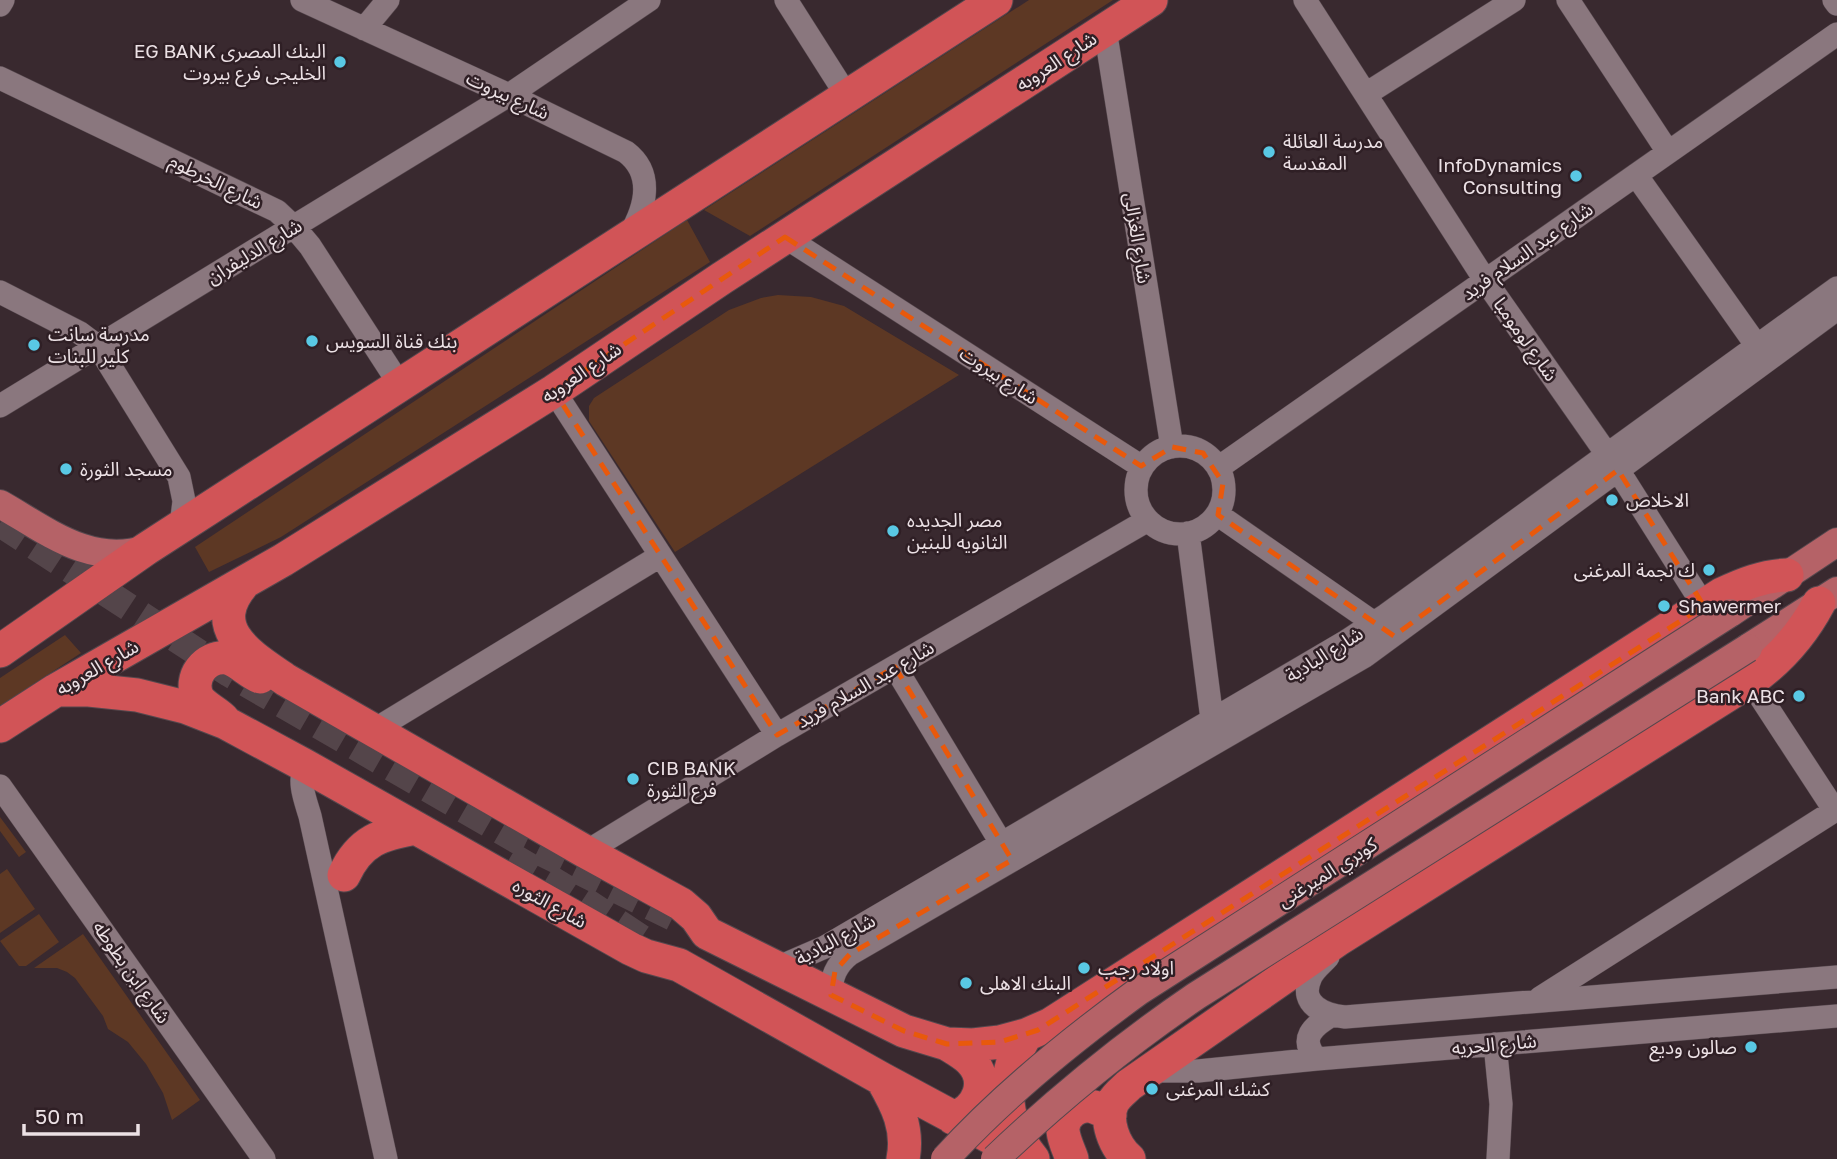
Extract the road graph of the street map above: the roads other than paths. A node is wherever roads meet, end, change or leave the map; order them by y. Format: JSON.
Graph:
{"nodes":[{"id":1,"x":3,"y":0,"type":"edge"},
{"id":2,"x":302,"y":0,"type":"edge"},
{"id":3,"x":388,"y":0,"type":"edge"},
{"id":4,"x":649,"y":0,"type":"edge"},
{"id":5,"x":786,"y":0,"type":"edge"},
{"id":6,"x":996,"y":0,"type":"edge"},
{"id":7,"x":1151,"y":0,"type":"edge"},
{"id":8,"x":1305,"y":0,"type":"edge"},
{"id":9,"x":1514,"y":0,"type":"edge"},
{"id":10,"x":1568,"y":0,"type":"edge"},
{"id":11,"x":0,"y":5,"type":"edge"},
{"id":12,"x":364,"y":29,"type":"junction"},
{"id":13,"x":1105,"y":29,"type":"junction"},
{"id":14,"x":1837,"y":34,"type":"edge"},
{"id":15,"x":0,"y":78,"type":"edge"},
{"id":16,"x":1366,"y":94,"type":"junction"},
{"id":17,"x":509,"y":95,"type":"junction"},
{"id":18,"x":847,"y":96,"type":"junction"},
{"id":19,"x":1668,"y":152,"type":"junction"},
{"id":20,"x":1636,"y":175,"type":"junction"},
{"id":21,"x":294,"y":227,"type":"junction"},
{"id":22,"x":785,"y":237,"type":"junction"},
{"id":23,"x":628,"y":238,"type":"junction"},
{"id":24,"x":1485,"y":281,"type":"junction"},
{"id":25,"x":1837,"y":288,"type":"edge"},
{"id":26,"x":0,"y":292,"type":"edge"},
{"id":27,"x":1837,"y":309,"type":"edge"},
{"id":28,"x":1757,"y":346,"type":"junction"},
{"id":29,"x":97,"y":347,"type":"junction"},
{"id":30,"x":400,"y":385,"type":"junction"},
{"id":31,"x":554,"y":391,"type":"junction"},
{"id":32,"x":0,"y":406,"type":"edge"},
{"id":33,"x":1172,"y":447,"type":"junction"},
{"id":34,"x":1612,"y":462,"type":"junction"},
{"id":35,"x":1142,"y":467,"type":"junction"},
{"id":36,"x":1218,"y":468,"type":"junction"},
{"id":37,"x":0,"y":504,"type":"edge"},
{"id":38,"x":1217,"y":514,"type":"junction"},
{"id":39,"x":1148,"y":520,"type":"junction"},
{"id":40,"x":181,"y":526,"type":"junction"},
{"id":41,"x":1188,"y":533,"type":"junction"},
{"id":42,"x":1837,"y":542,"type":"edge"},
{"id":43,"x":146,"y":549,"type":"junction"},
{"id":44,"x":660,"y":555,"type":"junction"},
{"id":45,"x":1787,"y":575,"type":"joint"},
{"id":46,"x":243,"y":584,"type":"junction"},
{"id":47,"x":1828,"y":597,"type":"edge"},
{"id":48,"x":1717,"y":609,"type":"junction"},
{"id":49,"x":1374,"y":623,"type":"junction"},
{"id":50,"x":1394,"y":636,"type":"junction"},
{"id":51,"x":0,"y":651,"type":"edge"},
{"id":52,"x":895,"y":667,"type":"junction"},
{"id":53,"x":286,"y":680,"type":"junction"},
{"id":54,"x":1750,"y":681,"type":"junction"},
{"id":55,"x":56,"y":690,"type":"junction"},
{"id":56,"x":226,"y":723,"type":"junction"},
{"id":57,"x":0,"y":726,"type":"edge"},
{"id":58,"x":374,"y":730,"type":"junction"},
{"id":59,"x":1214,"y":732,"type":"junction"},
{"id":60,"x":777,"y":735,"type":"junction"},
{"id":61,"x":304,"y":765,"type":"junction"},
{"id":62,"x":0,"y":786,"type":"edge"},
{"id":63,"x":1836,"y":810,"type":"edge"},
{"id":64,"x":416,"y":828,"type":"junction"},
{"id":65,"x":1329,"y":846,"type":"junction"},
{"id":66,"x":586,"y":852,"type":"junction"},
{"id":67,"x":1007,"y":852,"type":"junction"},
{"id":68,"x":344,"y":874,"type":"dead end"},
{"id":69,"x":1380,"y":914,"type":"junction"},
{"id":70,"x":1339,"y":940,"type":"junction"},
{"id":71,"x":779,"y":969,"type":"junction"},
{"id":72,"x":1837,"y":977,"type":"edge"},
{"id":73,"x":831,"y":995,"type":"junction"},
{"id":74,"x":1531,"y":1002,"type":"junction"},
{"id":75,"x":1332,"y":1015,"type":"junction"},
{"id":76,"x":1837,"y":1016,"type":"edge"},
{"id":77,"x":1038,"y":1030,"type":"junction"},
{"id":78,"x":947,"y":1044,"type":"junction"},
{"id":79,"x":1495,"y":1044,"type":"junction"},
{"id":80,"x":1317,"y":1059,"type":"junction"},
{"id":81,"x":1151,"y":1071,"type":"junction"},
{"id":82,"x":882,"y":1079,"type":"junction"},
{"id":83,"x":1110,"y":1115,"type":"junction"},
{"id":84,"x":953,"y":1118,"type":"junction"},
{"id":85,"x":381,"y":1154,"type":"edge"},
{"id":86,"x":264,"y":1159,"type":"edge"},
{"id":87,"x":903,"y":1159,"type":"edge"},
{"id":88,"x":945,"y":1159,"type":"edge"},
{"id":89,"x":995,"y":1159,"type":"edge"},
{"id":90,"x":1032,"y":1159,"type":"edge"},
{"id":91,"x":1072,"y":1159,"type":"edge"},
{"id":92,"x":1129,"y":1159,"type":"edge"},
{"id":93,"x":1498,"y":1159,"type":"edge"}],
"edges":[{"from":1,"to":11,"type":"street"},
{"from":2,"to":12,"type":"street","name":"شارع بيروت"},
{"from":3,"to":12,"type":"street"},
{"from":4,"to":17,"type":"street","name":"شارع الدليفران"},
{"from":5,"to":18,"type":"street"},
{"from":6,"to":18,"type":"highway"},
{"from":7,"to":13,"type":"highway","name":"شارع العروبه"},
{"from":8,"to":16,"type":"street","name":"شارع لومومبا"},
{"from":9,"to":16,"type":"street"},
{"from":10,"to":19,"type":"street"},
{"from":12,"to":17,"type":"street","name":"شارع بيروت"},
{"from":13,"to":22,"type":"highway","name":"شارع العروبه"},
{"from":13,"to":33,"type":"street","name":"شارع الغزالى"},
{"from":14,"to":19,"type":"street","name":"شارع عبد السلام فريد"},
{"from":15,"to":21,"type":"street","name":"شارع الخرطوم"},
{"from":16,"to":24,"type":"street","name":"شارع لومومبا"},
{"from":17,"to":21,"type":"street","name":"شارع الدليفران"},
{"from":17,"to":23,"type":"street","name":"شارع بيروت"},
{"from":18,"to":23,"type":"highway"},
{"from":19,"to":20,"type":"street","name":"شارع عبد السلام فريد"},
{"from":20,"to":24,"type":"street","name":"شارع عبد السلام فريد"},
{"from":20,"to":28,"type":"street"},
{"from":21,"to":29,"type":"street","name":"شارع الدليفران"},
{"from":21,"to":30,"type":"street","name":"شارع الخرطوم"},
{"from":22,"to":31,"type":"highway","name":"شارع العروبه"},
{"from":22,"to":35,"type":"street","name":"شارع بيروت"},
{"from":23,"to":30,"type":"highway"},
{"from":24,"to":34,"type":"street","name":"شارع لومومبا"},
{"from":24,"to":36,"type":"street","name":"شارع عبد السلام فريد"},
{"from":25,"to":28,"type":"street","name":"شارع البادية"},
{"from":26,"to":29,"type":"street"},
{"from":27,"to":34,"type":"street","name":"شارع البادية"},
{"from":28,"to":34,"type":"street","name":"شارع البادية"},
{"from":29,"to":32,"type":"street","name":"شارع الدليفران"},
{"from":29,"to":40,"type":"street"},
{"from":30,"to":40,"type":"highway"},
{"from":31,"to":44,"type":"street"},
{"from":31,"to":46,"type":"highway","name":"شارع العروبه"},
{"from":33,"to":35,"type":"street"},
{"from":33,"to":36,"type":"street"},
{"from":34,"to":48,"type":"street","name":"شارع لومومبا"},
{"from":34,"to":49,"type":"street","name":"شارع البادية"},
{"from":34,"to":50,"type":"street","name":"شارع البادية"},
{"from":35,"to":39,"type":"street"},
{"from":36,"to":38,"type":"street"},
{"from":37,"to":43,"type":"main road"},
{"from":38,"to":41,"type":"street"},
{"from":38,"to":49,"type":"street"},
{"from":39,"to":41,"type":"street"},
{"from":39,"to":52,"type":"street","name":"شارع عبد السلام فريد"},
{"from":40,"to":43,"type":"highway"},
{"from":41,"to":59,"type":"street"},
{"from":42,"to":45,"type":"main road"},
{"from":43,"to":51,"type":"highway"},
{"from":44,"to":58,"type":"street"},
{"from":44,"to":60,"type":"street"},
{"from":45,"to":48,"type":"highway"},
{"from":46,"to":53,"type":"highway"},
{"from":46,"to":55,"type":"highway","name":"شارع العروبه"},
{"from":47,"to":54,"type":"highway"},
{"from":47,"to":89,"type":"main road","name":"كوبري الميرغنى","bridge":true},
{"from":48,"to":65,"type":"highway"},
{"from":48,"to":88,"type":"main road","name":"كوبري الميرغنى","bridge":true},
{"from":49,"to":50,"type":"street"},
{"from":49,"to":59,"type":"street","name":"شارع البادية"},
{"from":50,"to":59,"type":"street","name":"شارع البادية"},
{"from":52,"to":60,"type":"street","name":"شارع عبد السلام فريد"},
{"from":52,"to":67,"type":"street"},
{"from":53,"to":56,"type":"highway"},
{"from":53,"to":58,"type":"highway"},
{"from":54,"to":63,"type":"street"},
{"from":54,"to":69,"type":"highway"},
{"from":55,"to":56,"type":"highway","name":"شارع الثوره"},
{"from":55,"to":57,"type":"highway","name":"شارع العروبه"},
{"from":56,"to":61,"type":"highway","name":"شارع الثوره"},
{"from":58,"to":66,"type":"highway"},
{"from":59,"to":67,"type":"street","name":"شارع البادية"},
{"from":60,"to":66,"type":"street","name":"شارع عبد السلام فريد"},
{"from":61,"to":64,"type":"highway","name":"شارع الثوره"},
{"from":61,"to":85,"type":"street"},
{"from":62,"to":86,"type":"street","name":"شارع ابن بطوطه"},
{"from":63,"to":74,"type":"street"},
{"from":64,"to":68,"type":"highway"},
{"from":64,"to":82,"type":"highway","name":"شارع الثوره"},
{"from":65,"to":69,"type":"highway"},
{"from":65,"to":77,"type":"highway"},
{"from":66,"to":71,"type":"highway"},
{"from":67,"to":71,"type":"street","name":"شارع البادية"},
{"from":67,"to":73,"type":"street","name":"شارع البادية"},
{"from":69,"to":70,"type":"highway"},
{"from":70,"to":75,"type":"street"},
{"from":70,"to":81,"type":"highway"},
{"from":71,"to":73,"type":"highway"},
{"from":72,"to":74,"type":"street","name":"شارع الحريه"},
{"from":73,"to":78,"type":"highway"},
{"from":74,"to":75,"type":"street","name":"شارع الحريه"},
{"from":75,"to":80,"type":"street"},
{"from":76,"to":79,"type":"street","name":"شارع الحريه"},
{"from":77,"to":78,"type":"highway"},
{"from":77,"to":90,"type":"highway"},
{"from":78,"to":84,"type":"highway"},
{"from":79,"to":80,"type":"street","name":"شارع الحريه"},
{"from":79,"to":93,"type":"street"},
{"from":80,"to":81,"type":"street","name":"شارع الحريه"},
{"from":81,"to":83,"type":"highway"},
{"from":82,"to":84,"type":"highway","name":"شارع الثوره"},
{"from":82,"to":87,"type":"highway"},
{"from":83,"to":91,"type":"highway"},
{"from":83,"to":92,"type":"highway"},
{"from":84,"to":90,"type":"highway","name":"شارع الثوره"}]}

● **WHAT NEEDS TO BE DONE**
The answer must be every line of the records that holds the string "الخرطوم".

● **ANSWER TO THIS TASK**
{"from":15,"to":21,"type":"street","name":"شارع الخرطوم"},
{"from":21,"to":30,"type":"street","name":"شارع الخرطوم"},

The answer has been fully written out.